Nothing is absolute. Every single fact can be challenged, questioned and potentially changed. That is the foundation of our modern world (and science), based on the enlightenment movement of the 18th century. The very idea of developing a central authority with the power to label facts as true or false, regardless of the nobility of its intentions, is a dangerous step backwards. Of course the aim will be good. But the results may be unintended. Facts are challenged all the time. Will having a system that labels every challenge to an established fact as “fake” result in an increased barrier to healthy debate? Who gets to decide which facts are right and which are wrong? And how do we decide when there is enough evidence to retire an outdated fact?

What we should do instead

The notion that we must remove or hide information is fundamentally flawed. People sharing fake news is a symptom, not the issue. Treating the symptom does little to eradicate the underlying problem. The real problem here is that the average reader doesn’t approach news critically (see my article on 7 ways to think more critically for more on this). Perhaps this is caused by a failure of our educational systems to prepare students for the age of information. Regardless of the cause, the issue is present and must be fought.

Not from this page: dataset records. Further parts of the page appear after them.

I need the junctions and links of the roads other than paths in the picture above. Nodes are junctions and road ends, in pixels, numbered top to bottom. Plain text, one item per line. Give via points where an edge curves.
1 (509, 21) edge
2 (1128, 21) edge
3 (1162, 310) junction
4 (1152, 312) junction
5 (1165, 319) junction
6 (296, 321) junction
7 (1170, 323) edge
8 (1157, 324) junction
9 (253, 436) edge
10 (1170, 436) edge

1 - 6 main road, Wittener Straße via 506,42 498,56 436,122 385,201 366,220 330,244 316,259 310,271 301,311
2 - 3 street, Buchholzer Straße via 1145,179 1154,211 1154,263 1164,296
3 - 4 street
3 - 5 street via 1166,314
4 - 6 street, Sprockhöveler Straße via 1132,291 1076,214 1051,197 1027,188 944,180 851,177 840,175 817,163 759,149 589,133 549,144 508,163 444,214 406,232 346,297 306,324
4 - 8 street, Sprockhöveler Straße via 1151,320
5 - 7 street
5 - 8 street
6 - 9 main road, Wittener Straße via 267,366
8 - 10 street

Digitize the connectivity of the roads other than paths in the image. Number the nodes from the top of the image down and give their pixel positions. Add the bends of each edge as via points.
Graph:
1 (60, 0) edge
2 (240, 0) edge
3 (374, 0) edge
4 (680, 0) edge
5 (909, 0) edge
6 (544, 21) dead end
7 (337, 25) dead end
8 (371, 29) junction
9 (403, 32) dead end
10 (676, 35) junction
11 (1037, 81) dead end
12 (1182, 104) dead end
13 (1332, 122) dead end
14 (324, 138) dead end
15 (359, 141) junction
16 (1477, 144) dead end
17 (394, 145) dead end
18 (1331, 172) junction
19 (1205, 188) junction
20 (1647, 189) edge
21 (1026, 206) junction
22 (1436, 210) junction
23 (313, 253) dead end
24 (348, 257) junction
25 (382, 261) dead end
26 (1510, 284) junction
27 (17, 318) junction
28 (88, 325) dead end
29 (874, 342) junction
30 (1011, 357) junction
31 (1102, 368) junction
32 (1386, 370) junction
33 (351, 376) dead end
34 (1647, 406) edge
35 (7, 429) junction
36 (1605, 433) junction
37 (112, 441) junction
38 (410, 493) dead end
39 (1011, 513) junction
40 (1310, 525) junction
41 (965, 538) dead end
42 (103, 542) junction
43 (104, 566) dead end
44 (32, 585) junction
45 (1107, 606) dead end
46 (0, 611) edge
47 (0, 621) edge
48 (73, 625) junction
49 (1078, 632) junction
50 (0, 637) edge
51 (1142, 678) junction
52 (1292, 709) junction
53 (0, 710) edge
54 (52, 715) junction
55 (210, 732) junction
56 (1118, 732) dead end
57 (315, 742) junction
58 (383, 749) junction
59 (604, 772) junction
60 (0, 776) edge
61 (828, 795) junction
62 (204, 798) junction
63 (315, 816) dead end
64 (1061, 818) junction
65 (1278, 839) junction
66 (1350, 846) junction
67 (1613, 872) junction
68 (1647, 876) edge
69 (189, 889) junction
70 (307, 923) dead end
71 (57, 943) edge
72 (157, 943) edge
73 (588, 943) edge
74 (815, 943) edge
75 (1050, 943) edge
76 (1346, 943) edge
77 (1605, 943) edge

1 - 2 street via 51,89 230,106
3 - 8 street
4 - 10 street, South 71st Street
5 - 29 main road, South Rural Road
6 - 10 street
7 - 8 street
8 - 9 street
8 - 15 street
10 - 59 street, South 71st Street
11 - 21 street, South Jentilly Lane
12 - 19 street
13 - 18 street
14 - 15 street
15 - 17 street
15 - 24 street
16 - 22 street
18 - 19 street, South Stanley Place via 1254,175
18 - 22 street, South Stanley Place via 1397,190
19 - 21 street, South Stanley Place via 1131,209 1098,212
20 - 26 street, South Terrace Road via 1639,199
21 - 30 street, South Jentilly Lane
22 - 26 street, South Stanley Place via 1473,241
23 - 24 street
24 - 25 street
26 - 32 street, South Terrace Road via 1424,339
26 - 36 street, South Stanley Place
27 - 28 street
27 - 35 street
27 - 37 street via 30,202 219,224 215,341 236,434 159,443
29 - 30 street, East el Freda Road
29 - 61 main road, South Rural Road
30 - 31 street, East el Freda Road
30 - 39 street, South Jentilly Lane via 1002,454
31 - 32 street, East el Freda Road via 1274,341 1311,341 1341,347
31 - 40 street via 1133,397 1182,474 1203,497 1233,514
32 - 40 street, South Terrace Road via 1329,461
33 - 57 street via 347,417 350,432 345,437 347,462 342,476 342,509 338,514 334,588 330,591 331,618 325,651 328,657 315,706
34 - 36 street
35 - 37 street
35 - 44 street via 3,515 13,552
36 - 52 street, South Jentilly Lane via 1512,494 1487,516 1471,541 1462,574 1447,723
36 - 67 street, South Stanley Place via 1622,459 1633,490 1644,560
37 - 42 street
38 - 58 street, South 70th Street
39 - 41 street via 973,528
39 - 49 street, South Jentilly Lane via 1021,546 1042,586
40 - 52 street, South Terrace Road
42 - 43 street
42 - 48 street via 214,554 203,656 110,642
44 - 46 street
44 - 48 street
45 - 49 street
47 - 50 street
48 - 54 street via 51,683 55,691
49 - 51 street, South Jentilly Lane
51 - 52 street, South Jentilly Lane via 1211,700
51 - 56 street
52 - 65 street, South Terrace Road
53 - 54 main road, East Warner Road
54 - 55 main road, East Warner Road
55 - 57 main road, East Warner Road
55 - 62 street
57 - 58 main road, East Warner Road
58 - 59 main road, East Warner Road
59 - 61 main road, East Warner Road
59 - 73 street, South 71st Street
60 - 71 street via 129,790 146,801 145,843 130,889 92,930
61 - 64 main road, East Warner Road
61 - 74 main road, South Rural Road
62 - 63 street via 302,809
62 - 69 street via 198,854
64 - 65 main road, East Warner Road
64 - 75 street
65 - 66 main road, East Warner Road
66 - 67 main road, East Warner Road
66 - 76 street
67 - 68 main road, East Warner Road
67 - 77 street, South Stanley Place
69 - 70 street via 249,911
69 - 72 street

Certainly we cannot solve the issue by taking facts away. Instead, we should give more. We should provide tools to help develop critical thinking and approach facts with a more scientific mind. Imagine this: a box after each link (on Facebook, or Google, or anywhere else), which shows two columns. One columns says “here are other articles supporting this view", and the other says "here are articles that view this issue differently". Under both columns, a list of articles, their source and the total number of items in each category would be displayed. No special treatment, no stars next to reliable sources (what is a reliable source anyway?). Equal footing. No bias. We give as many tools as possible, make it as easy as we can for readers to come to their own critical conclusions. Nothing more.

Of course this "critical thinking" box could have many other features, such as an information tab which explains what the source of a given fact is, and the methodology (for instance if a fact was obtained through a census, etc). There is one caveat to this magical box sitting below links. It would be very hard to build. Even harder to build well. But the general idea, which is to help users reach their own informed opinion, is a powerful one, and one that big companies can start pursuing today.

It may be embarrassingly cliche, but the age-old adage fits the situation perfectly: give a man a fish and he will eat for a day, but teach a man to fish and he will never go hungry again. We must provide social media users with the tools for critical thinking, not feed them what we believe is right. The benefits of solving the underlying issue, as opposed to just the symptom, is that people will learn to spot dubious claims well beyond Facebook and Google. They will spot them on the radio, at dinner parties and during political speeches. That makes for a better world.

My plea to social media giants is simple: remember that the internet has always been about access to information, not the opposite. Let's solve the problem with more, not less. If not from me, then take it from Benjamin Franklin: "Printers are educated in the Belief that when Men differ in Opinion, both Sides ought equally to have the Advantage of being heard by the Public; and that when Truth and Error have fair Play, the former is always an overmatch for the latter."